Ed Hanley et Andy Turner ne sont pas des personnages publics, ils ont au contraire choisi (avec un certain plaisir) de se conformer à un des mythes fondateurs de l’imaginaire techno, celui de l’artiste « faceless », l’homme sans visage totalement dissimulé derrière ses machines, luttant férocement contre un autre mythe tenace de la musique anglaise : la pop-star. Alors que, de Prodigy à Photek, de Tricky à Goldie, la dance-music anglaise s’est soudain découvert marketing oblige un goût pour les gueules, eux continuent d’exister en compagnie des ombres loin, très loin du délit de belle gueule régulièrement prononcé par les puristes à l’encontre des renégats (?) qui quittent les corridors de l’underground pour la pleine lumière. Pourtant, un simple coup d’oeil à leur parcours les place d’emblée parmi les musiciens les plus novateurs de ces dix dernières années. Ils furent ainsi les deux tiers de Black Dog, un des groupes phares de la scène « intelligent techno » anglaise, pilier des compilations Artificial intelligence du label Warp, auquel ils sont restés fidèles. On les repéra également dans la peau d’artisans éclairés du revival electro pour le label Clear, en tant que producteurs pour Nicolette ou dans le rôle de solides remixers. L’histoire se souviendra également qu’ils furent, en 1995-1996, les musiciens attitrés de Björk. Une constance assez remarquable qui leur vaut la fidélité de leur public et de leurs partenaires d’un temps : on retrouve ainsi Björk et Nicolette sur deux morceaux de ce Not for threes touffu et fascinant (Lith et Extork).

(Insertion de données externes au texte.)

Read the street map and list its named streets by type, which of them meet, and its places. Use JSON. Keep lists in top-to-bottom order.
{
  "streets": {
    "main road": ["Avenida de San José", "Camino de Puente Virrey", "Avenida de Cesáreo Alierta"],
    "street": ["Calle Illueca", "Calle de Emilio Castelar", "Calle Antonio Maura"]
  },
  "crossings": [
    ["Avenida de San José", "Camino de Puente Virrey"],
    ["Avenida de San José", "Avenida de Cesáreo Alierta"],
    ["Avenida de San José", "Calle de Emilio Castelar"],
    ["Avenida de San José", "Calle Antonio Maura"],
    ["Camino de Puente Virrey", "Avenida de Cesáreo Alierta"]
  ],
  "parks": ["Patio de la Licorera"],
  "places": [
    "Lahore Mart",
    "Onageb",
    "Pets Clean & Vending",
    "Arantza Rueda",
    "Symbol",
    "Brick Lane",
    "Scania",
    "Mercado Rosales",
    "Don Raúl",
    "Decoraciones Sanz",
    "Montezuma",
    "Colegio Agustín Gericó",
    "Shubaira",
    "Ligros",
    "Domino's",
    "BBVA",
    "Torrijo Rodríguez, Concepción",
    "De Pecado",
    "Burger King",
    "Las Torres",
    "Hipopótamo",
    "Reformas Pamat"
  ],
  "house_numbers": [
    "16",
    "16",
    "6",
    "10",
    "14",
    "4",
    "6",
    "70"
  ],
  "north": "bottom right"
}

Une fidélité qui pourrait faire de Plaid un groupe aux surprises finalement assez rares, si le duo ne possédait pas un goût prononcé pour les pas de côté. Ici, Plaid réussit à éviter l’écueil majeur inhérent au genre intelligent techno : celui d’un hermétisme volontaire confinant à l’ennui le plus total. Not for threes est en effet un album facile et agréable, non dans sa conception, mais dans son rapport à l’auditeur. Car Plaid reste un groupe aussi exigeant que peu enclin à la froideur de rigueur dans l’intellectualisme techno : influences ethniques (Orient pour Rakimou, Trinidad pour Myopia), jazz-funk (Kortisin), techno old-school (Seph)… Si le terme n’avait pas un arrière-goût franchement péjoratif, on serait même tenté de dire que Not for threes a tout d’un album classique, aux deux sens du terme. La preuve de la maturité d’un genre et d’un groupe.